1. Le « modèle républicain » : un credo assimilationniste en métropole et dans les colonies
La doctrine française en matière de traitement de la différence culturelle est assimilationniste. Au nom du pacte républicain fondé sur des valeurs laïques et universalistes, elle invite les individus-citoyens à se détacher de leurs liens pré-nationaux, à renoncer à l’expression publique de leurs attachements à des communautés locale, ethnique ou religieuse et, en contrepartie, elle leur promet l’égalité des droits et des opportunités.

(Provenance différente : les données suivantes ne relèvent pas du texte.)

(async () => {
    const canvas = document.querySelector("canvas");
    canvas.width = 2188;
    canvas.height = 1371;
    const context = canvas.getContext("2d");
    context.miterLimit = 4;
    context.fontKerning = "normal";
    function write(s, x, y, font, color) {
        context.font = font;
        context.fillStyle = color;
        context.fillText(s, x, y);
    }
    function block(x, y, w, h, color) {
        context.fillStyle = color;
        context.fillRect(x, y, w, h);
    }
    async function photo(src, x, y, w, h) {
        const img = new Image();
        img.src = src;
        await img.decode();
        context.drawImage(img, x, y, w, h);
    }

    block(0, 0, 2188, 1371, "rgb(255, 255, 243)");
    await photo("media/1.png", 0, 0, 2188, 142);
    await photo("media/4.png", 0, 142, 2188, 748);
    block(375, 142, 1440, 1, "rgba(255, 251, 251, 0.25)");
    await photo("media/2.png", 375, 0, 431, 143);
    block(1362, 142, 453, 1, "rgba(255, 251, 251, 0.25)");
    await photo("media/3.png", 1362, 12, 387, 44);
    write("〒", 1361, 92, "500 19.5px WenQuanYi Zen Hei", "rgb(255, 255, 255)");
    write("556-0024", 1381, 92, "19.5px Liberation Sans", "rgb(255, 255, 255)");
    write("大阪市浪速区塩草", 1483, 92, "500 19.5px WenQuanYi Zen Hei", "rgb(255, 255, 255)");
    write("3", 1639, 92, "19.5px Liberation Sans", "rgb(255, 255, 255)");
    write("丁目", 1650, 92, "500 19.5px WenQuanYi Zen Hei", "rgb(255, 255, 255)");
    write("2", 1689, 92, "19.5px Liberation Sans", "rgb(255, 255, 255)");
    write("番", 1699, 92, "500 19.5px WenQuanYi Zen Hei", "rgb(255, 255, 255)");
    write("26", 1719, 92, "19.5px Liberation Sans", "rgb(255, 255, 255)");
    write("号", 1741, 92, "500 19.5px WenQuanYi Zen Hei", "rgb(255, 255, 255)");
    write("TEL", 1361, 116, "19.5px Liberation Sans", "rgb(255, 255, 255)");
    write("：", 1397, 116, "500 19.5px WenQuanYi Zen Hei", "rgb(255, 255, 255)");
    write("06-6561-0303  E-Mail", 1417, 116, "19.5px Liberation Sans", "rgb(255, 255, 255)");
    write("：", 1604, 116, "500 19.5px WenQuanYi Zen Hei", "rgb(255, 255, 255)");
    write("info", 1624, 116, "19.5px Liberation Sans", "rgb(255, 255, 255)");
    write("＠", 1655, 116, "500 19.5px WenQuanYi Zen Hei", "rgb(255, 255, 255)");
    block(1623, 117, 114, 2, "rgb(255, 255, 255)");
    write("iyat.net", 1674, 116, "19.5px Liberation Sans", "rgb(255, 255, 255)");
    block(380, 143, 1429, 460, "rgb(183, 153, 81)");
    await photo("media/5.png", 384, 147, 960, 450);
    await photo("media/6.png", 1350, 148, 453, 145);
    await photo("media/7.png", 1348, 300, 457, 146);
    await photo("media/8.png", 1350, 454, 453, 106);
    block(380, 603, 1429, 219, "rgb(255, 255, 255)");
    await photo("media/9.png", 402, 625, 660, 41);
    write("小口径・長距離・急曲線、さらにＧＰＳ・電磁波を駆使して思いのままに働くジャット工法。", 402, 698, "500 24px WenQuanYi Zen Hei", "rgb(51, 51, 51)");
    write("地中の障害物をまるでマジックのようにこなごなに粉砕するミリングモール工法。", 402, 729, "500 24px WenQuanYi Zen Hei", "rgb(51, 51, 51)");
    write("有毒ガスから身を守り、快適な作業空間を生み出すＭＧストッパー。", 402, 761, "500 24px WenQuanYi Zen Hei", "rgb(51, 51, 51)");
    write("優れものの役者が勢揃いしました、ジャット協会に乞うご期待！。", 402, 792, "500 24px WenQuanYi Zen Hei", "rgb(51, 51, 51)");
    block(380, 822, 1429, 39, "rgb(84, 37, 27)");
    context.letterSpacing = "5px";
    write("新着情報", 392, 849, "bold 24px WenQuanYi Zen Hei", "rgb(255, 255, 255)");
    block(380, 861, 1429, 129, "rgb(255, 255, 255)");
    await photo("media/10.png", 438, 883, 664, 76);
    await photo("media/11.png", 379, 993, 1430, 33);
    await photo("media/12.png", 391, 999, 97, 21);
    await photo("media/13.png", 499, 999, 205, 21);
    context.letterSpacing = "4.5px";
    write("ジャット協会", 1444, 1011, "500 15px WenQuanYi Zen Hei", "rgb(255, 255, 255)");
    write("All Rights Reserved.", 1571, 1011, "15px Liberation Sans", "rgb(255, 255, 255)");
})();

Ce qui exprime le mieux cette doctrine française assimilationniste, c’est la célèbre phrase du député Clermont-Tonnerre à l’Assemblée nationale en 1789 : « Il faut tout refuser aux Juifs comme Nation, et accorder tout aux Juifs comme individus » (Poliakov, 1968 : 234).
L’idée-force du modèle républicain est d’instaurer une réciprocité entre d’une part l’interdit que se fait à lui-même l’État de discriminer les citoyens sur la base de l’appartenance à un groupe et, d’autre part, l’interdit fait aux citoyens de revendiquer une appartenance de groupe. Cette doctrine va être successivement appliquée aux Juifs, aux minorités régionales et aux immigrés et on en retrouve la trace aujourd’hui dans les deux questions saillantes de la pensée politique sur l’immigration que sont la question des discriminations (Eberhard, 2010) et l’obsession du communautarisme (Dhume, 2013).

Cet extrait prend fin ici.